Gov. Rick Scott turned down $2.4 billion taxpayer (or borrowed from foreign countries) dollars the US Dept. of Transportation offered Florida. The money would’ve helped to create a high speed rail line between Tampa and Orlando. Supporters also want future lines between Orlando and Miami and maybe one day Orlando and Jacksonville.
The Florida Times-Union ran a story on Saturday suggesting US senator Bill Nelson (D-Fla.) might go after the money despite Scott’s concerns. The header to the story in the print edition was “Nelson fighting to get back rail money.” The header to the online story read “Florida loses high-speed rail money, but Tampa and Orlando might get it back.”
My problem: the newspaper and National Public Radio misinform the readers about a study touted by supporters as proof the rail line would be profitable.
The T-U said Nelson talked to the chief at Transportation and the outcome suggests possibilities for a new transit authority.

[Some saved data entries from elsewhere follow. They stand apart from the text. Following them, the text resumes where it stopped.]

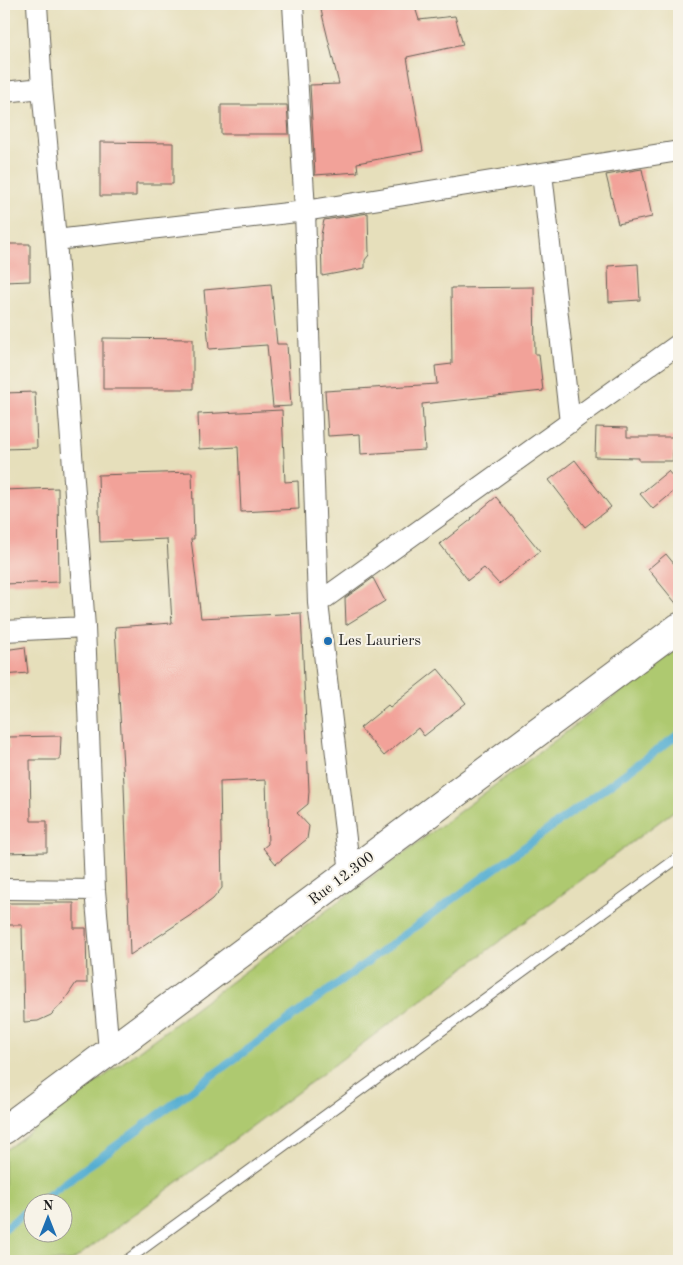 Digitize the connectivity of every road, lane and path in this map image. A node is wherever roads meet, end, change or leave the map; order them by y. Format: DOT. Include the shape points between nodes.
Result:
graph roads {
  1 [pos="37,4"];
  2 [pos="293,4"];
  3 [pos="42,88"];
  4 [pos="4,92"];
  5 [pos="679,152"];
  6 [pos="542,173"];
  7 [pos="305,211"];
  8 [pos="56,240"];
  9 [pos="679,344"];
  10 [pos="570,423"];
  11 [pos="318,602"];
  12 [pos="85,627"];
  13 [pos="679,627"];
  14 [pos="4,631"];
  15 [pos="679,857"];
  16 [pos="350,873"];
  17 [pos="4,888"];
  18 [pos="95,890"];
  19 [pos="109,1051"];
  20 [pos="4,1130"];
  21 [pos="126,1261"];
  1 -- 3 [label="street"];
  2 -- 7 [label="street"];
  3 -- 4 [label="street"];
  3 -- 8 [label="street"];
  5 -- 6 [label="street"];
  6 -- 7 [label="street"];
  6 -- 10 [label="street"];
  7 -- 8 [label="street"];
  7 -- 11 [label="street"];
  8 -- 12 [label="street"];
  9 -- 10 [label="street"];
  10 -- 11 [label="street"];
  11 -- 16 [label="street"];
  12 -- 14 [label="street"];
  12 -- 18 [label="street"];
  13 -- 16 [label="street, Rue 12.300"];
  15 -- 21 [label="lane"];
  16 -- 19 [label="street, Rue 12.300"];
  17 -- 18 [label="street"];
  18 -- 19 [label="street"];
  19 -- 20 [label="street, Rue 12.300"];
}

The authority would have to operate, however, “in conjunction with Amtrak or another established transportation authority.”
Supporters of high speed rail believe it would be a bonus for the Sunshine State. Doubters believe it would end up in an Amtrak dilemma—needing taxpayer money to stay afloat. Supporters claim there’s a great demand for such transportation; they believe the line(s) would be profitable. Doubters have trouble reconciling the word ‘profitable’ with ‘government’ because of history involving institutions like the US Post Office, Fannie Mae, Freddie Mac and healthcare.

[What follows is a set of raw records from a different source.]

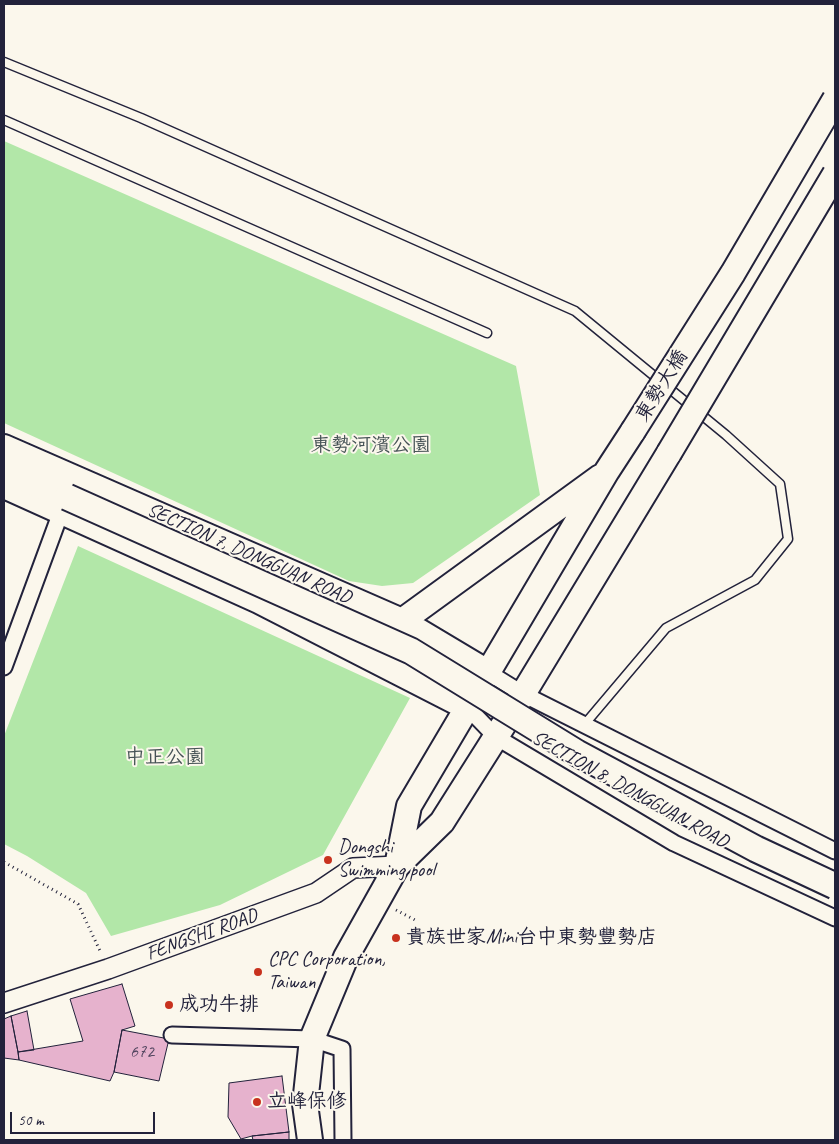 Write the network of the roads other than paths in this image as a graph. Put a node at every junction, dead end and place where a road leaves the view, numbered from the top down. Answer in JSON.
{"nodes":[{"id":1,"x":4,"y":62,"type":"edge"},
{"id":2,"x":835,"y":99,"type":"edge"},
{"id":3,"x":4,"y":120,"type":"edge"},
{"id":4,"x":835,"y":174,"type":"edge"},
{"id":5,"x":488,"y":334,"type":"dead end"},
{"id":6,"x":4,"y":447,"type":"edge"},
{"id":7,"x":4,"y":469,"type":"edge"},
{"id":8,"x":607,"y":471,"type":"junction"},
{"id":9,"x":4,"y":486,"type":"edge"},
{"id":10,"x":64,"y":504,"type":"junction"},
{"id":11,"x":274,"y":565,"type":"junction"},
{"id":12,"x":258,"y":600,"type":"junction"},
{"id":13,"x":402,"y":621,"type":"junction"},
{"id":14,"x":4,"y":667,"type":"edge"},
{"id":15,"x":489,"y":673,"type":"junction"},
{"id":16,"x":523,"y":694,"type":"junction"},
{"id":17,"x":468,"y":708,"type":"junction"},
{"id":18,"x":584,"y":725,"type":"junction"},
{"id":19,"x":496,"y":737,"type":"junction"},
{"id":20,"x":835,"y":852,"type":"edge"},
{"id":21,"x":397,"y":866,"type":"junction"},
{"id":22,"x":835,"y":886,"type":"edge"},
{"id":23,"x":835,"y":918,"type":"edge"},
{"id":24,"x":4,"y":1003,"type":"edge"},
{"id":25,"x":172,"y":1035,"type":"dead end"},
{"id":26,"x":312,"y":1039,"type":"junction"},
{"id":27,"x":310,"y":1140,"type":"edge"},
{"id":28,"x":343,"y":1140,"type":"edge"}],
"edges":[{"from":1,"to":18,"type":"lane"},
{"from":2,"to":8,"type":"main road","name":"東勢大橋","bridge":true},
{"from":3,"to":5,"type":"lane"},
{"from":4,"to":16,"type":"main road","name":"東勢大橋","bridge":true},
{"from":6,"to":11,"type":"main road","name":"SECTION 7, DONGGUAN ROAD"},
{"from":7,"to":10,"type":"highway"},
{"from":8,"to":13,"type":"main road"},
{"from":8,"to":15,"type":"main road","name":"東勢大橋"},
{"from":9,"to":10,"type":"main road","name":"SECTION 7, DONGGUAN ROAD"},
{"from":10,"to":12,"type":"main road","name":"SECTION 7, DONGGUAN ROAD"},
{"from":10,"to":14,"type":"street"},
{"from":10,"to":22,"type":"highway","bridge":true},
{"from":11,"to":12,"type":"main road"},
{"from":11,"to":13,"type":"main road","name":"SECTION 7, DONGGUAN ROAD"},
{"from":12,"to":17,"type":"main road","name":"SECTION 7, DONGGUAN ROAD"},
{"from":13,"to":15,"type":"main road","name":"SECTION 7, DONGGUAN ROAD"},
{"from":15,"to":16,"type":"street","name":"SECTION 8, DONGGUAN ROAD"},
{"from":15,"to":17,"type":"main road"},
{"from":16,"to":18,"type":"street","name":"SECTION 8, DONGGUAN ROAD"},
{"from":16,"to":19,"type":"main road"},
{"from":17,"to":19,"type":"street","name":"SECTION 8, DONGGUAN ROAD"},
{"from":17,"to":21,"type":"main road"},
{"from":18,"to":20,"type":"street","name":"SECTION 8, DONGGUAN ROAD"},
{"from":19,"to":21,"type":"main road"},
{"from":19,"to":23,"type":"street","name":"SECTION 8, DONGGUAN ROAD"},
{"from":21,"to":24,"type":"street","name":"FENGSHI ROAD"},
{"from":21,"to":26,"type":"main road"},
{"from":25,"to":26,"type":"street"},
{"from":26,"to":27,"type":"main road"},
{"from":26,"to":28,"type":"street"}]}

Scott had concerns about putting taxpayers on the hook for another government subsidized entity whose future may be impossible to accurately predict. A study was done—by those the paper described as “independent contractors working for the Florida Department of Transportation.” The newspaper and National Public Radio said study authors concluded the line would yield a $10 million or more operating surplus in its first operational year. The authors of the study estimated millions of paying customers.
There’s a problem with the claims. The full study won’t be out until mid-April, according to a public information specialist with FDOT. I obtained the material that has been released. Both the newspaper and NPR implied all the data is in hand. It isn’t. The preliminary data consists of tables of projected usage and estimates for operating and maintenance expenses.
The preliminary data tables showed costs do not include police, security or environmental safety estimates. It’s a no-brainer there will be costs because of environmental issues—there always are. Translating for laymen: courtesy of my background in environmental matters, it is possible that the discovery of a single rare flower or even an insect can spark the re-rerouting of a highway. Or a rail line.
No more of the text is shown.